Background-HIV+ people are at increased risk of coronary artery disease, but the responsible mechanisms are incompletely understood. Proprotein convertase subtilisin/kexin type 9 (PCSK9) is traditionally recognized for its importance in cholesterol metabolism; however, recent data suggest an additional, low-density lipoprotein receptor-independent adverse effect on endothelial cell inflammation and function. We tested the hypotheses that PCSK9 levels are increased and that abnormal coronary endothelial function is related to PCSK9 serum levels in HIV+ individuals.
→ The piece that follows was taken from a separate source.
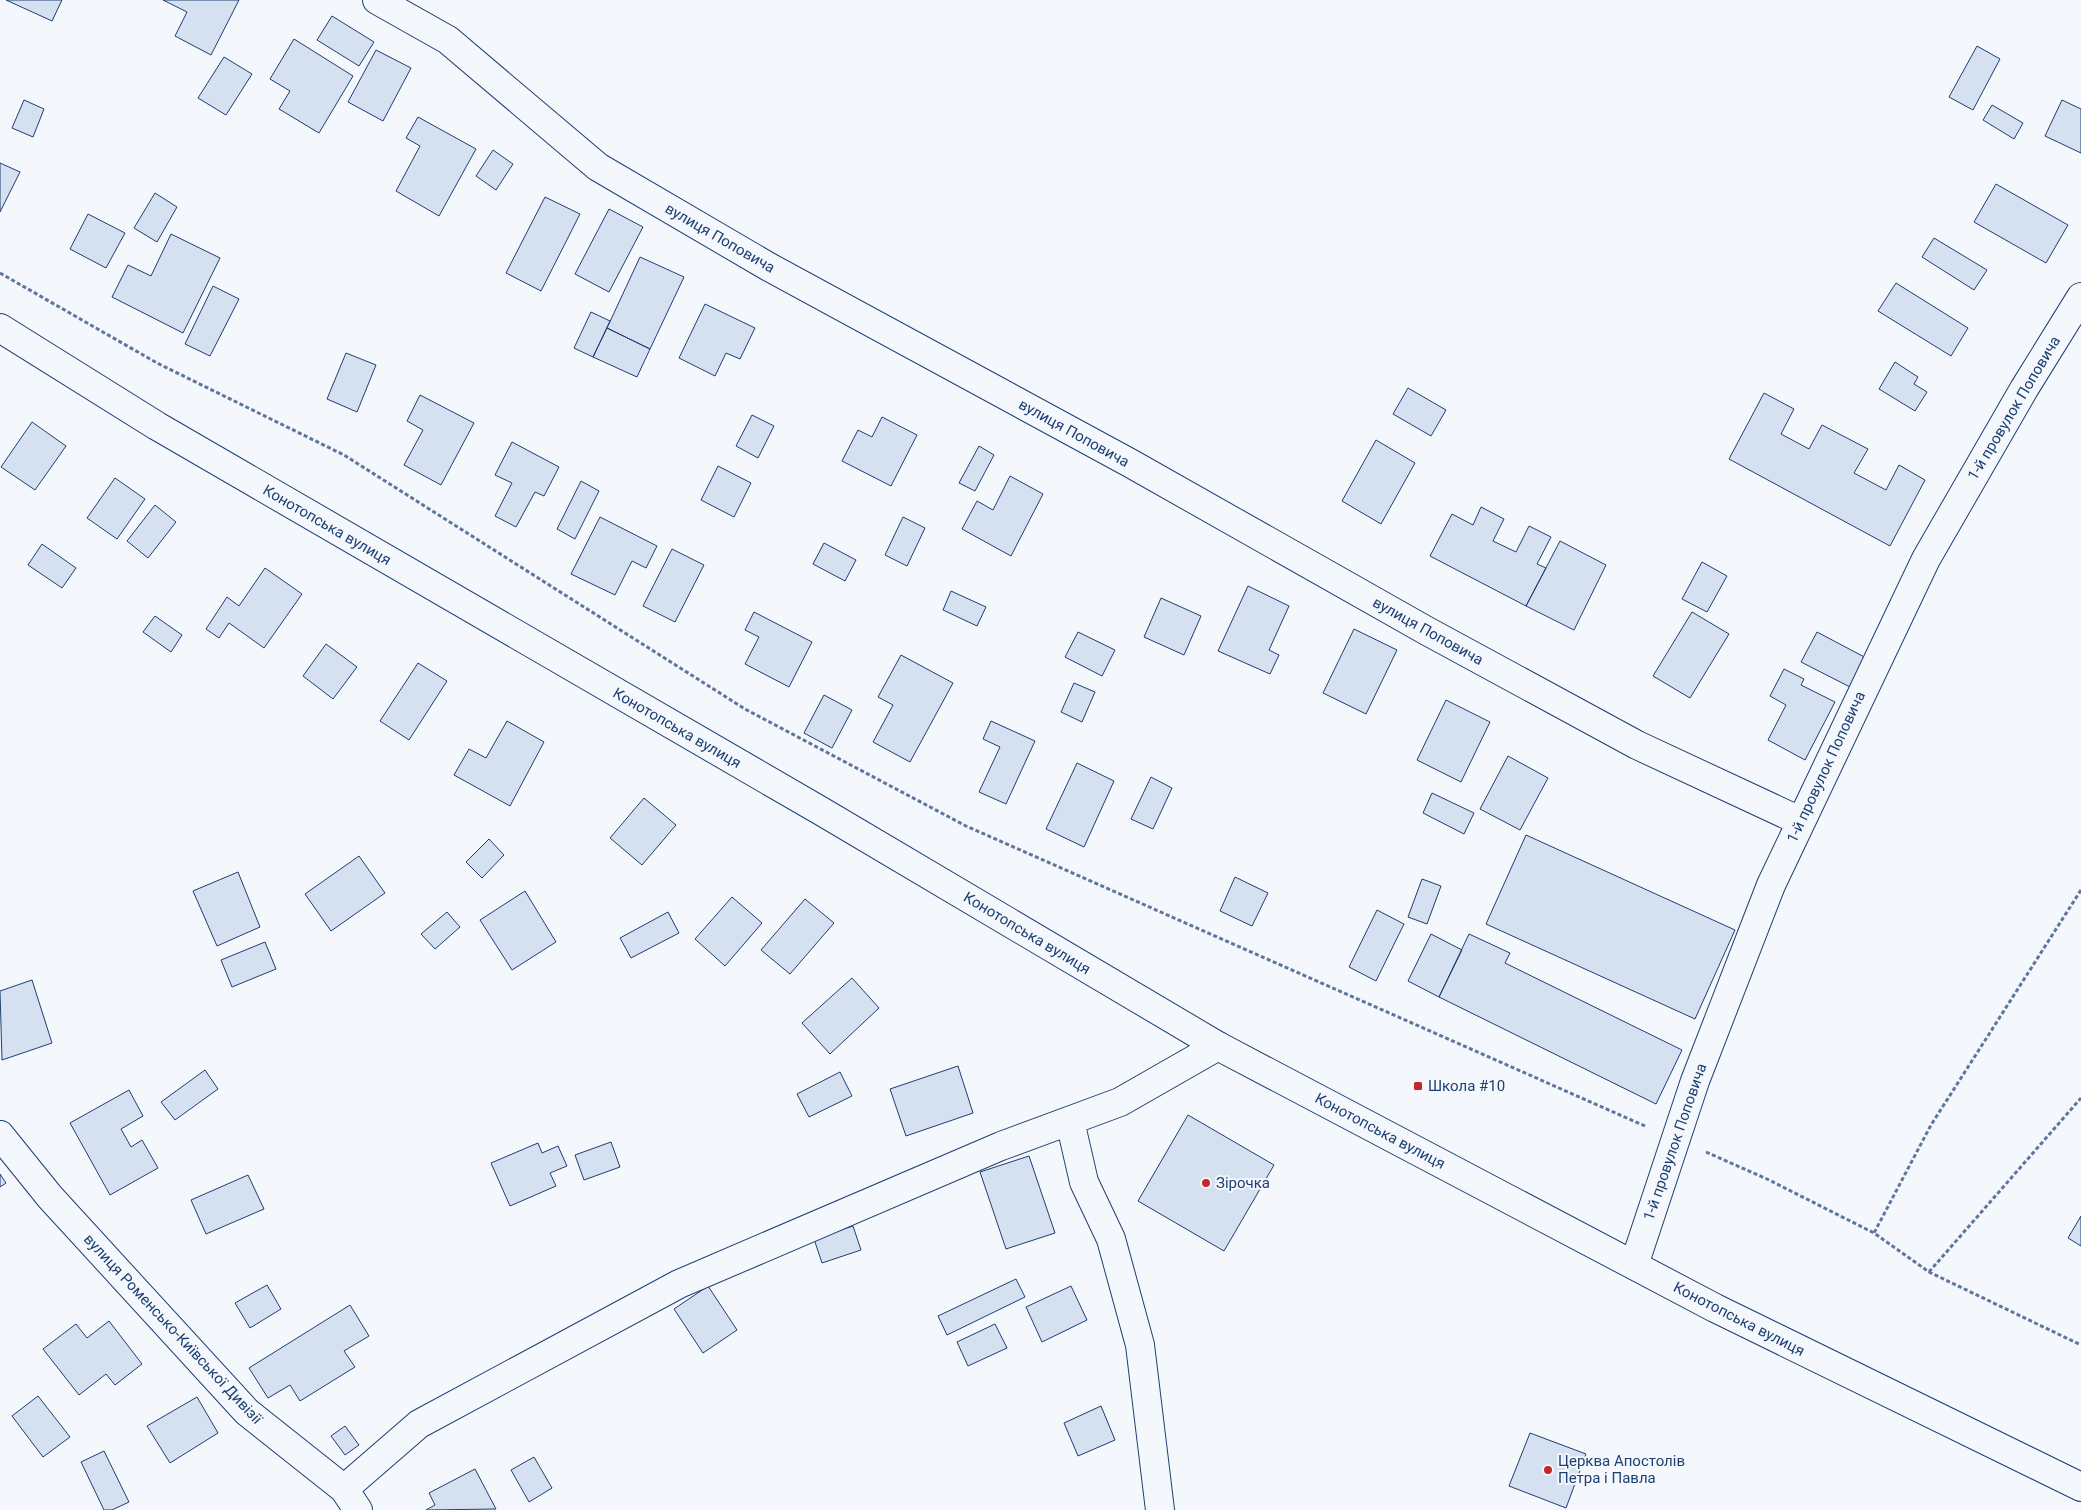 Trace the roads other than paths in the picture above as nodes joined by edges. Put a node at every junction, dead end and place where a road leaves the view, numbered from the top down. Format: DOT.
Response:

Methods and Results-Forty-eight HIV+ participants receiving antiretroviral therapy with suppressed viral replication, without coronary artery disease, and 15 age-and low-density lipoprotein cholesterol-matched healthy HIV - subjects underwent magnetic resonance imaging to measure coronary endothelial function, quantified as percentage change in coronary artery cross-sectional area during isometric handgrip exercise, an endothelial-dependent stressor; and blood was obtained for serum PCSK9 and systemic vascular biomarkers. Data are presented as mean +/- SD. Mean serum PCSK9 was 65% higher in the HIV+ subjects (302 +/- 146 ng/mL) than in the HIV - controls (183 +/- 52 ng/mL, P<0.0001). Coronary endothelial function was significantly reduced in the HIV+ versus HIV - subjects (percentage change in coronary artery cross-sectional area, 2.9 +/- 9.6% versus 11.1 +/- 3.7%; P<0.0001) and inversely related to PCSK9 (R=-0.51, P<0.0001). Markers of endothelial activation and injury, P-selectin and thrombomodulin, were also significantly increased in the HIV+ subjects; and P-selectin was directly correlated with serum PCSK9 (R=0.31, P=0.0144). Conclusions-Serum PCSK9 levels are increased in treated HIV+ individuals and are associated with abnormal coronary endothelial function, an established measure of vascular health.